REQUIRED ACTION - Your answer should consist of the lines in the listing that hold "Skyline".

SUPPLIED DATA -
○ ○ ○ ○ ○
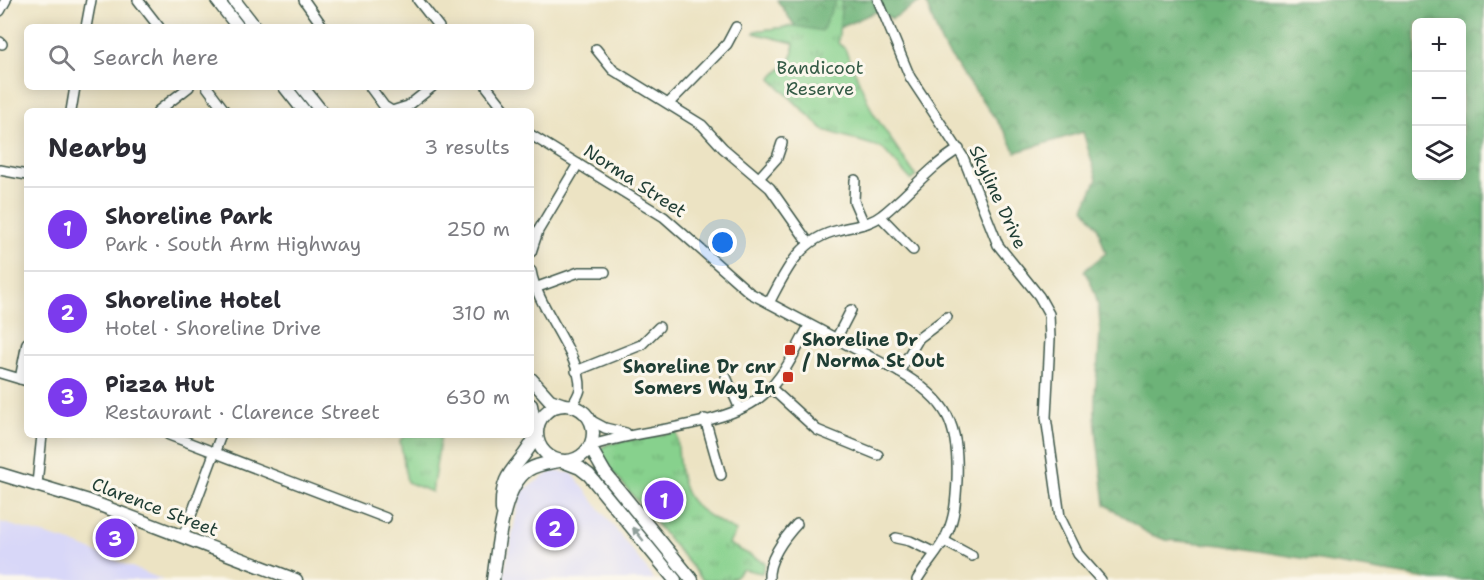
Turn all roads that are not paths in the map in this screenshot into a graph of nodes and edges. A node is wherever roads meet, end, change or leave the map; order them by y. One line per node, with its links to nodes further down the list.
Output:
1 (6, 0): 9 (street)
2 (92, 0): 10 (street)
3 (138, 0): 11 (street)
4 (217, 0): 12 (main road)
5 (304, 0): 14 (street)
6 (418, 0): 15 (street)
7 (878, 0): 37 (street, Skyline Drive)
8 (238, 3): 13 (main road)
9 (0, 10)
10 (87, 24)
11 (157, 24)
12 (236, 24)
13 (253, 24)
14 (320, 24)
15 (438, 24)
16 (736, 27): 26 (street)
17 (596, 49): 26 (street)
18 (74, 90): 27 (street)
19 (185, 90): 28 (street)
20 (209, 90): 29 (street)
21 (287, 90): 30 (main road)
22 (304, 90): 31 (main road)
23 (372, 90): 32 (street)
24 (428, 90): 33 (street)
25 (489, 90): 34 (street)
26 (669, 103): 41 (street)
27 (72, 108)
28 (162, 108)
29 (223, 108)
30 (302, 108)
31 (319, 108)
32 (390, 108)
33 (402, 108)
34 (504, 108)
35 (534, 137): 38 (street, Norma Street)
36 (782, 143): 41 (street)
37 (959, 149): 43 (street); 95 (street, Skyline Drive)
38 (578, 164): 46 (street); 51 (street, Norma Street)
39 (0, 170): 40 (street)
40 (24, 174)
41 (759, 178): 45 (street)
42 (855, 180): 44 (street)
43 (881, 217): 44 (street); 47 (street)
44 (864, 224): 45 (street)
45 (808, 242): 51 (street)
46 (534, 245)
47 (913, 250)
48 (605, 272): 50 (street)
49 (534, 284): 50 (street)
50 (535, 288): 57 (street)
51 (769, 303): 54 (street, Norma Street)
52 (851, 310): 56 (street)
53 (947, 317): 58 (street)
54 (809, 326): 56 (street, Norma Street); 63 (street)
55 (658, 327): 57 (street)
56 (836, 339): 58 (street, Norma Street)
57 (576, 371): 64 (street)
58 (899, 372): 86 (street, Norma Street)
59 (0, 374): 61 (street)
60 (726, 377): 65 (street)
61 (24, 380)
62 (534, 383): 64 (main road)
63 (771, 388): 65 (street); 76 (street)
64 (568, 406): 67 (main road); 69 (main road)
65 (740, 409): 66 (street)
66 (705, 419): 70 (street); 79 (street)
67 (590, 420): 70 (street); 74 (main road)
68 (534, 422): 69 (main road)
69 (536, 434): 77 (main road); 82 (main road)
70 (632, 434): 74 (street)
71 (42, 438): 80 (street)
72 (177, 438): 75 (street)
73 (220, 438): 75 (street)
74 (590, 446): 77 (main road); 92 (main road)
75 (216, 453): 81 (street); 84 (street)
76 (878, 455)
77 (561, 461): 82 (main road); 91 (main road, one-way to 77)
78 (0, 474): 80 (main road, Clarence Street)
79 (721, 475)
80 (37, 484): 84 (main road, Clarence Street)
81 (386, 518)
82 (502, 523): 90 (main road)
83 (797, 524): 93 (street)
84 (183, 537): 89 (main road, Clarence Street)
85 (896, 538): 87 (street)
86 (944, 541): 87 (street, Norma Street); 88 (street)
87 (935, 553): 94 (street, Norma Street)
88 (972, 556)
89 (296, 580)
90 (493, 580)
91 (675, 580)
92 (692, 580)
93 (769, 580)
94 (916, 580)
95 (1101, 580)

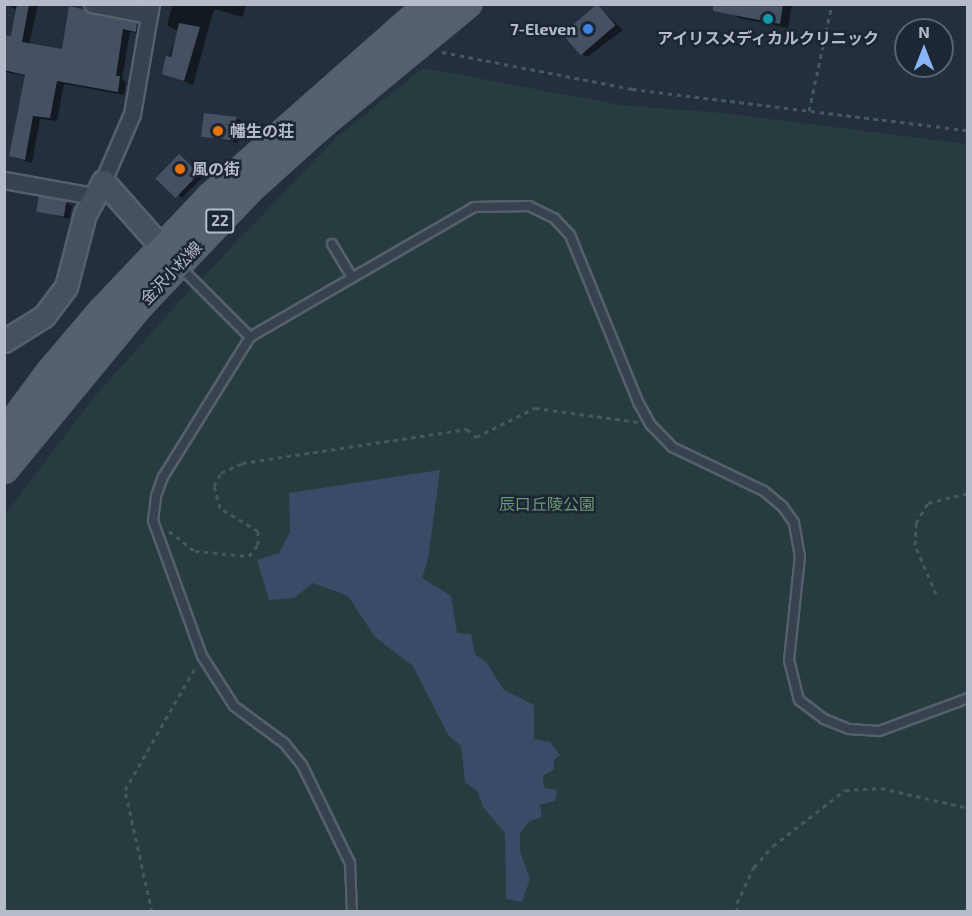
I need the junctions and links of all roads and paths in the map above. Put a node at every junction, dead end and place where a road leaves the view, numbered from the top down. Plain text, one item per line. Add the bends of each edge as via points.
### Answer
1 (92, 4) edge
2 (429, 4) edge
3 (468, 4) edge
4 (832, 4) edge
5 (150, 10) edge
6 (418, 43) junction
7 (808, 111) junction
8 (968, 130) edge
9 (4, 180) edge
10 (98, 188) junction
11 (332, 244) dead end
12 (161, 247) junction
13 (178, 266) junction
14 (351, 276) junction
15 (250, 337) junction
16 (4, 341) edge
17 (651, 425) junction
18 (4, 435) edge
19 (4, 470) edge
20 (968, 493) edge
21 (153, 521) junction
22 (936, 594) dead end
23 (202, 656) junction
24 (968, 698) edge
25 (968, 808) edge
26 (152, 912) edge
27 (352, 912) edge
28 (737, 912) edge

1 - 5 street
2 - 12 main road, 金沢小松線 / 22 via 210,196
3 - 6 main road, 金沢小松線 / 22
4 - 7 path
5 - 10 street via 132,114
6 - 7 path via 457,58 620,87
6 - 13 main road, 金沢小松線 / 22 via 249,190
7 - 8 path
9 - 10 street
10 - 12 street
10 - 16 street via 66,287 44,316
11 - 14 lane
12 - 13 street
12 - 18 main road, 金沢小松線 / 22 via 50,372
13 - 15 lane
13 - 19 main road, 金沢小松線 / 22 via 133,313
14 - 15 lane
14 - 17 lane via 474,207 529,206 554,218 570,235
15 - 21 lane via 163,477
17 - 21 path via 535,408 476,437 467,429 263,459 221,473 214,486 220,508 258,531 258,545 249,556 195,551
17 - 24 lane via 672,447 689,457 764,491 794,523 800,556 789,660 799,699 824,719 849,729 879,731
20 - 22 path via 928,503 916,523 915,545
21 - 23 lane
23 - 26 path via 125,790
23 - 27 lane via 234,706 284,742 302,765 350,863
25 - 28 path via 881,788 845,790 773,846 754,867 737,903

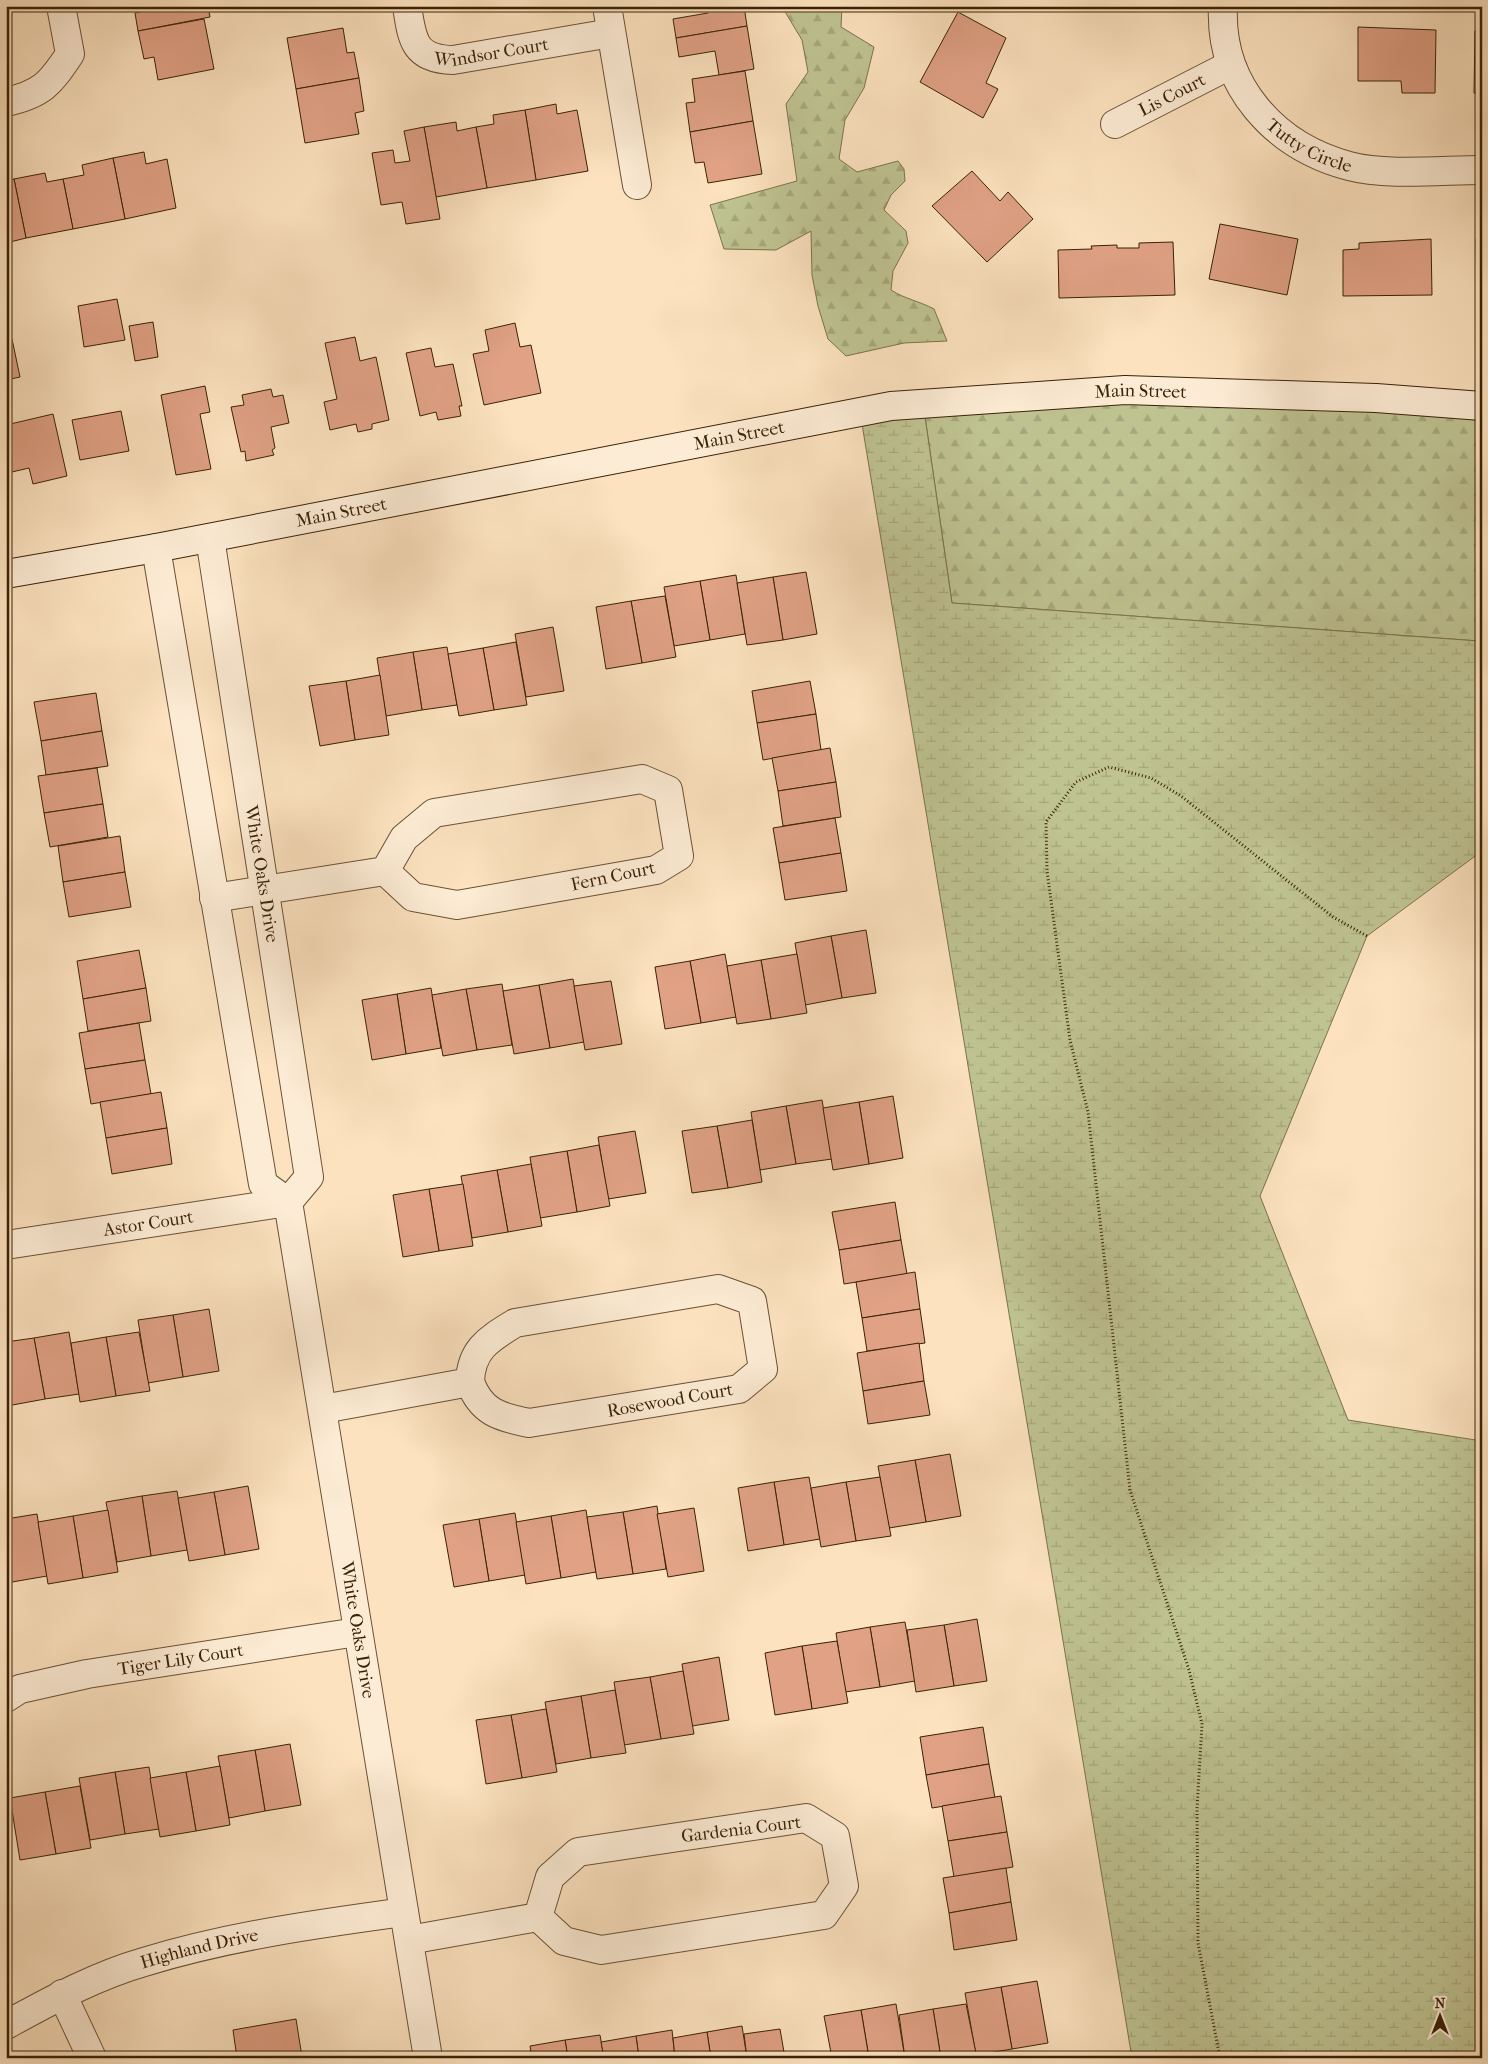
○ ○ ○ ○ ○
RESPONSE TO THE TASK -
7 (878, 0): 37 (street, Skyline Drive)
37 (959, 149): 43 (street); 95 (street, Skyline Drive)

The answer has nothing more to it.